В довершение всего Байрон решает вступить в законный брак. Невесту ему подбирает леди Мельбурн – свекровь Каролины Лэм; светский круг удивительно тесен. Ею оказывается ее племянница Анабелла Милбэнк, которая 10 декабря 1815 рожает Байрону дочь Августу Аду. Эта Ада, в замужестве Лавлейс, позже станет известна как первая в истории женщина-программист, работавшая вместе с Чарльзом Бэббиджем и написавшая первую программу для его «дифференциальной машины». Но пока, едва оправившись от родов, молодая жена с младенцем на руках покидает дом Байрона в Лондоне и уезжает к родителям в Лестершир. Она категорически отказывается сообщить причины разрыва с мужем, но уверяет, что если бы они стали известны, то никто не осудил бы ее. Байрон в ответ на эти завуалированные обвинения бросил только, что причины развода «слишком просты, и потому их не замечают».
Весь свет обсуждает распавшийся брак. При этом Байрон не отказывает себе ни в пылких ласках леди Каролины Лэм, ни в более рассудочной любви-дружбе графини Оксфордской, ни в бесхитростной симпатии начинающей актрисы Клер Клермон. Он познакомился с ней, когда был членом подкомитета правления театра «Друри-Лейн», и помог выйти на сцену.
Возможно, Клер полагала, что нашла «своего Шелли». В таком случае она очень ошибалась. Шелли, при всем его легкомыслии и «широте взглядов», граничащей с безрассудством, сердцем был неизменно верен своей Мэри. Байрон же просто не понимал, что такое верность. Но, возможно, Клер не обманывалась, а на свой лад выражала благодарность за протекцию, да еще и хотела, чтобы ее любили, пусть не сильно и не долго.
Во всяком случае, когда 25 апреля 1816 года Байрон, Шелли, Мэри Годвин и Клер Клермон отправились в Швейцарию, Клер была беременна.
Их сопровождали еще двое мужчин.
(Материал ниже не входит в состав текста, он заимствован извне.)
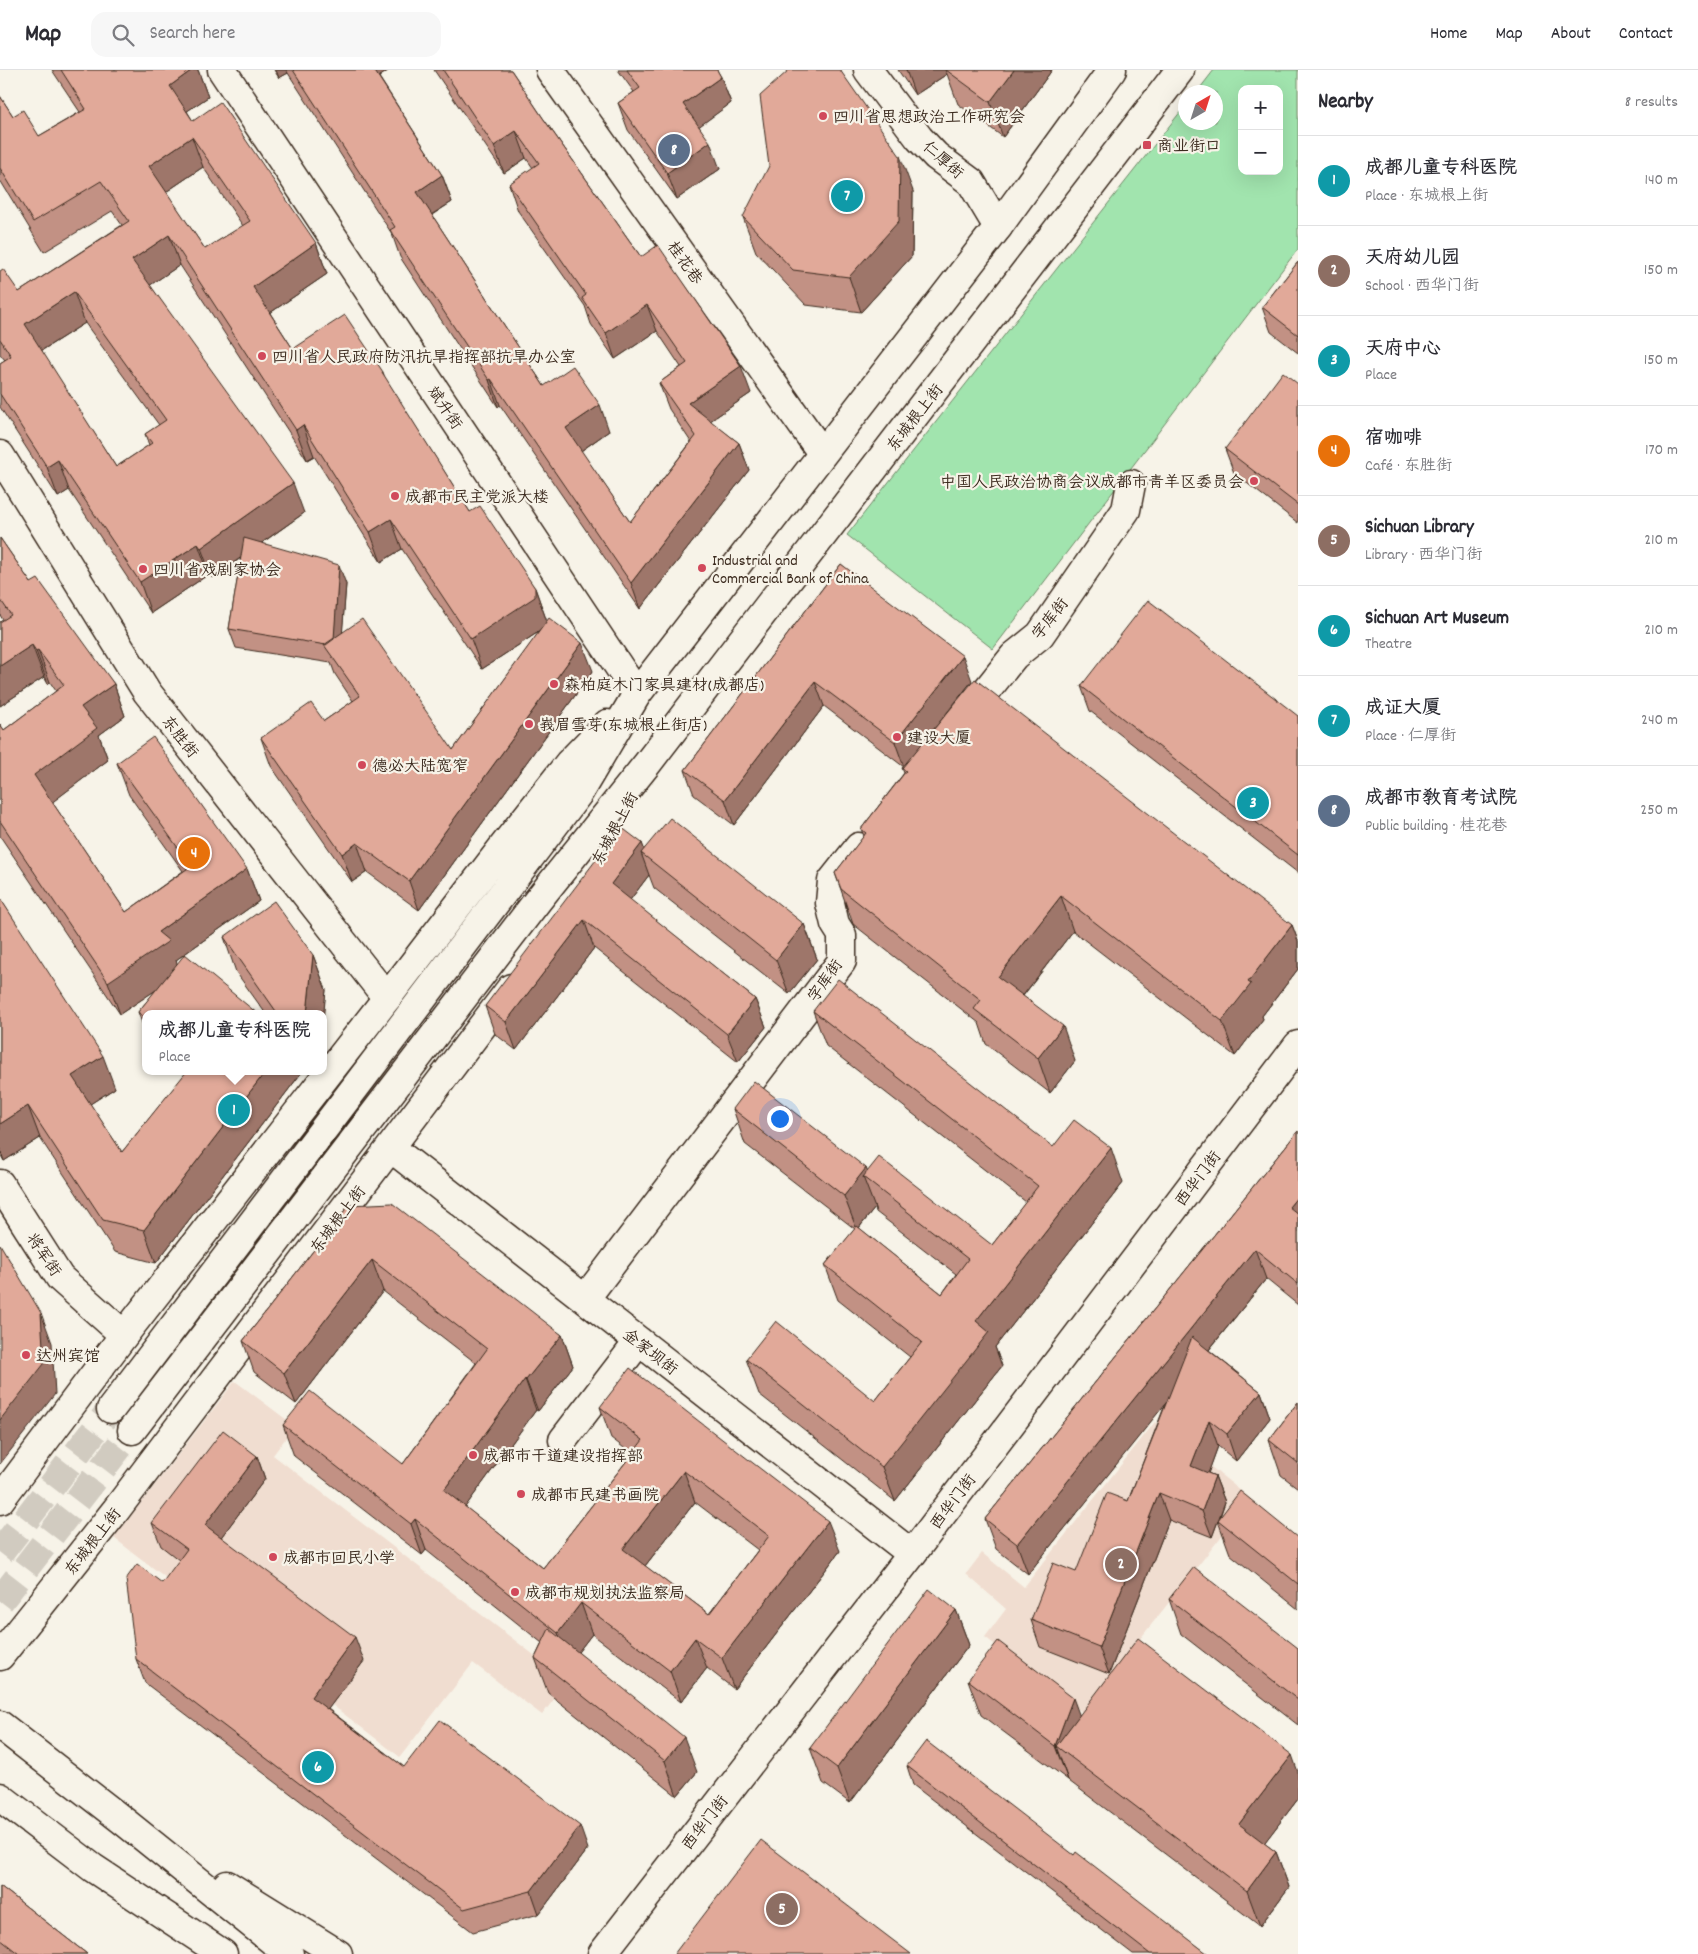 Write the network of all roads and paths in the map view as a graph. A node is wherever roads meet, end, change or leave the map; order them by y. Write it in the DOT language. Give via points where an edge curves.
graph roads {
  1 [pos="222,70"];
  2 [pos="550,70"];
  3 [pos="868,70"];
  4 [pos="1112,70"];
  5 [pos="1180,70"];
  6 [pos="998,227"];
  7 [pos="822,453"];
  8 [pos="0,455"];
  9 [pos="1131,484"];
  10 [pos="637,694"];
  11 [pos="946,742"];
  12 [pos="647,764"];
  13 [pos="876,827"];
  14 [pos="588,877"];
  15 [pos="527,966"];
  16 [pos="387,998"];
  17 [pos="1298,1045"];
  18 [pos="327,1075"];
  19 [pos="327,1075"];
  20 [pos="391,1148"];
  21 [pos="0,1184"];
  22 [pos="585,1299"];
  23 [pos="124,1334"];
  24 [pos="639,1342"];
  25 [pos="111,1409"];
  26 [pos="132,1430"];
  27 [pos="563,1440"];
  28 [pos="0,1500"];
  29 [pos="912,1554"];
  30 [pos="0,1656"];
  31 [pos="0,1726"];
  32 [pos="0,1797"];
  33 [pos="126,1823"];
  34 [pos="93,1868"];
  35 [pos="193,1954"];
  36 [pos="223,1954"];
  37 [pos="289,1954"];
  38 [pos="338,1954"];
  39 [pos="602,1954"];
  1 -- 10 [label="main road, 斌升街"];
  2 -- 7 [label="main road, 桂花巷"];
  3 -- 6 [label="main road, 仁厚街" via="919,138 936,156 971,182"];
  4 -- 6 [label="main road"];
  5 -- 12 [label="main road, 东城根上街"];
  6 -- 7 [label="main road"];
  7 -- 10 [label="main road"];
  8 -- 16 [label="main road, 东胜街" via="147,692"];
  9 -- 11 [label="main road, 字库街" via="1126,510 1040,635 1014,656"];
  10 -- 16 [label="main road" via="569,763"];
  10 -- 25 [label="main road" via="578,794"];
  12 -- 14 [label="main road, 东城根上街"];
  12 -- 26 [label="main road, 东城根上街" via="538,900"];
  13 -- 22 [label="main road, 字库街" via="832,881 830,903 842,936 842,961"];
  15 -- 20 [label="main road, 东城根上街"];
  16 -- 18 [label="main road"];
  17 -- 29 [label="main road, 西华门街"];
  19 -- 23 [label="main road"];
  20 -- 22 [label="main road, 金家坝街"];
  20 -- 30 [label="main road, 东城根上街" via="116,1510"];
  21 -- 23 [label="main road, 将军街" via="60,1278"];
  22 -- 24 [label="main road, 金家坝街"];
  23 -- 28 [label="main road"];
  24 -- 27 [label="main road"];
  24 -- 29 [label="main road, 金家坝街"];
  29 -- 39 [label="main road, 西华门街"];
  31 -- 33 [label="main road"];
  32 -- 34 [label="main road"];
  33 -- 37 [label="main road"];
  33 -- 38 [label="main road"];
  34 -- 35 [label="main road"];
  34 -- 36 [label="main road"];
} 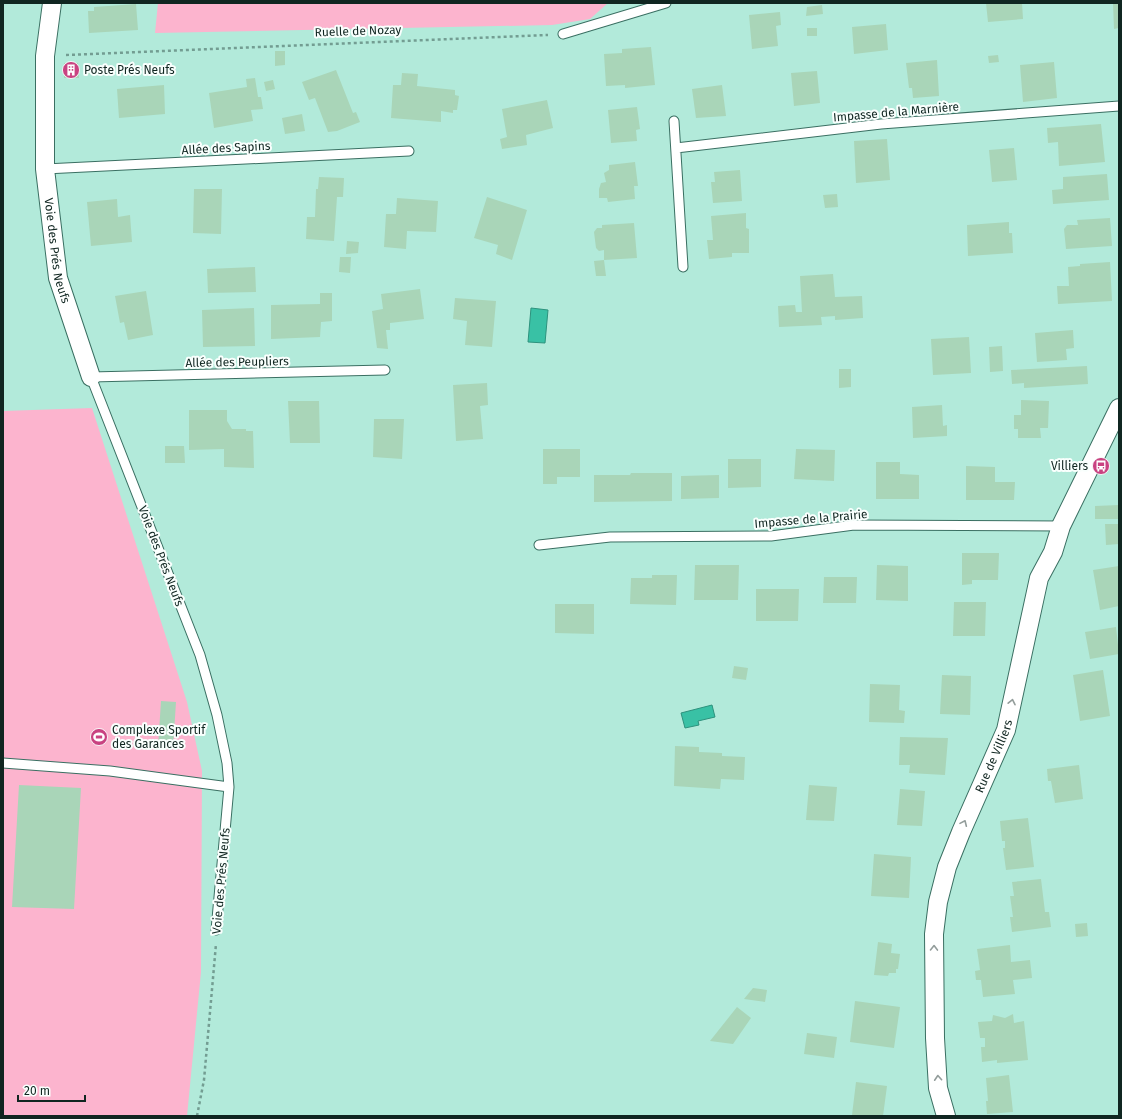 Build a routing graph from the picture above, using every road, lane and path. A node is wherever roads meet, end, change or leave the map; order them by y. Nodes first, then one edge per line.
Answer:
1 (52, 3) edge
2 (666, 3) edge
3 (563, 34) joint
4 (45, 56) junction
5 (1119, 106) edge
6 (674, 121) dead end
7 (676, 148) junction
8 (409, 150) dead end
9 (45, 169) junction
10 (683, 267) dead end
11 (385, 370) dead end
12 (91, 377) junction
13 (1119, 408) edge
14 (1061, 526) junction
15 (539, 545) dead end
16 (3, 764) edge
17 (229, 787) junction
18 (216, 930) joint
19 (197, 1116) edge
20 (946, 1116) edge

1 - 4 street, Voie des Prés Neufs
2 - 3 lane
3 - 4 path, Ruelle de Nozay
4 - 9 street, Voie des Prés Neufs
5 - 7 lane, Impasse de la Marnière
6 - 7 lane
7 - 10 lane
8 - 9 lane, Allée des Sapins
9 - 12 street, Voie des Prés Neufs
11 - 12 lane, Allée des Peupliers
12 - 17 lane, Voie des Prés Neufs
13 - 14 street, Rue de Villiers
14 - 15 lane, Impasse de la Prairie
20 -> 14 street, Rue de Villiers
16 - 17 lane
17 - 18 lane, Voie des Prés Neufs
18 - 19 path, Voie des Prés Neufs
Первым из них был трехмесячный сын Мэри Перси Уильям. Вторым – Джон Полидори, личный врач Байрона, автор диссертации по лунатизму.
Этой компании предстояло стать участниками одного из самых известных пари в мировой литературе. Пари, благодаря которому на свет появился новый жанр, ставший невероятно популярным в конце XX и начале XXI века. Речь идет о научной фантастике. Несмотря на то, что фантастика долгие годы считалась литературой, которую пишут мужчины о мужчинах и для мужчин, у ее истоков стояла женщина – Мэри Уолстонкрафт Годвин.